(Work instruction)
Start to finish, print the data below exactly, without the images.

(Data extract)

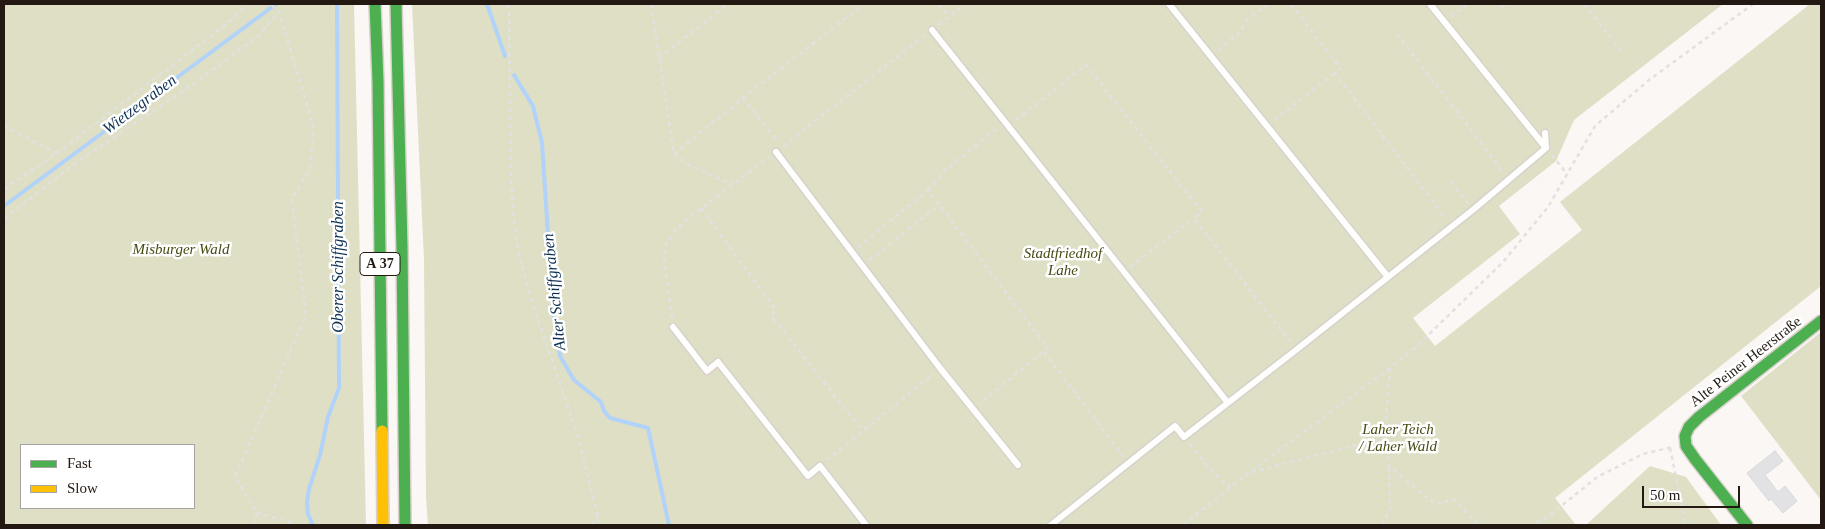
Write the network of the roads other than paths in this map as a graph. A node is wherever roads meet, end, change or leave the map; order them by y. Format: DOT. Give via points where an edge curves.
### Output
graph roads {
  1 [pos="375,4"];
  2 [pos="396,4"];
  3 [pos="1169,4"];
  4 [pos="1430,4"];
  5 [pos="932,30"];
  6 [pos="1546,133"];
  7 [pos="1546,148"];
  8 [pos="779,150"];
  9 [pos="1388,277"];
  10 [pos="1821,321"];
  11 [pos="673,327"];
  12 [pos="1228,403"];
  13 [pos="1018,465"];
  14 [pos="383,525"];
  15 [pos="405,525"];
  16 [pos="866,525"];
  17 [pos="1051,525"];
  18 [pos="1747,525"];
  1 -- 14 [label="main road, A 37"];
  2 -- 15 [label="main road, A 37"];
  3 -- 9 [label="lane"];
  4 -- 7 [label="lane"];
  5 -- 12 [label="lane"];
  6 -- 7 [label="lane"];
  7 -- 9 [label="lane"];
  8 -- 13 [label="lane" via="862,266"];
  9 -- 12 [label="lane"];
  10 -- 18 [label="main road, Alte Peiner Heerstraße" via="1699,417 1685,436 1686,446 1694,459"];
  11 -- 16 [label="lane" via="707,371 718,362 808,476 820,466"];
  12 -- 17 [label="lane" via="1184,437 1175,426"];
}
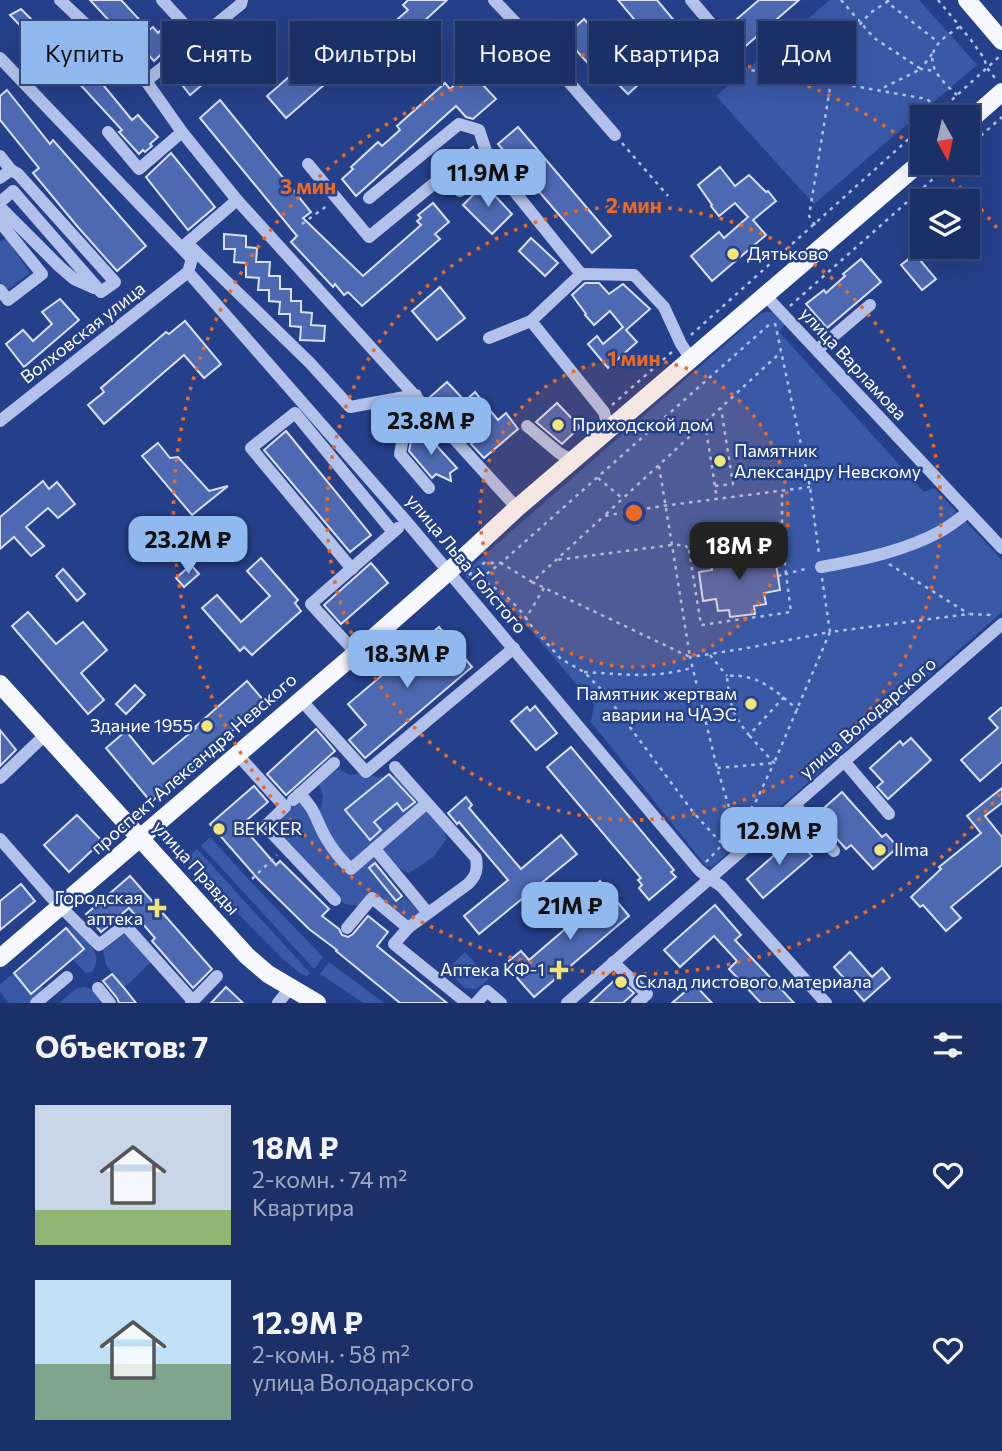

(Answer)
Write the network of the roads other than paths in this map as a graph. A node is wherever roads meet, end, change or leave the map; order them by y. Format: DOT. Give via points where an edge curves.
### Output
graph roads {
  1 [pos="375,4"];
  2 [pos="396,4"];
  3 [pos="1169,4"];
  4 [pos="1430,4"];
  5 [pos="932,30"];
  6 [pos="1546,133"];
  7 [pos="1546,148"];
  8 [pos="779,150"];
  9 [pos="1388,277"];
  10 [pos="1821,321"];
  11 [pos="673,327"];
  12 [pos="1228,403"];
  13 [pos="1018,465"];
  14 [pos="383,525"];
  15 [pos="405,525"];
  16 [pos="866,525"];
  17 [pos="1051,525"];
  18 [pos="1747,525"];
  1 -- 14 [label="main road, A 37"];
  2 -- 15 [label="main road, A 37"];
  3 -- 9 [label="lane"];
  4 -- 7 [label="lane"];
  5 -- 12 [label="lane"];
  6 -- 7 [label="lane"];
  7 -- 9 [label="lane"];
  8 -- 13 [label="lane" via="862,266"];
  9 -- 12 [label="lane"];
  10 -- 18 [label="main road, Alte Peiner Heerstraße" via="1699,417 1685,436 1686,446 1694,459"];
  11 -- 16 [label="lane" via="707,371 718,362 808,476 820,466"];
  12 -- 17 [label="lane" via="1184,437 1175,426"];
}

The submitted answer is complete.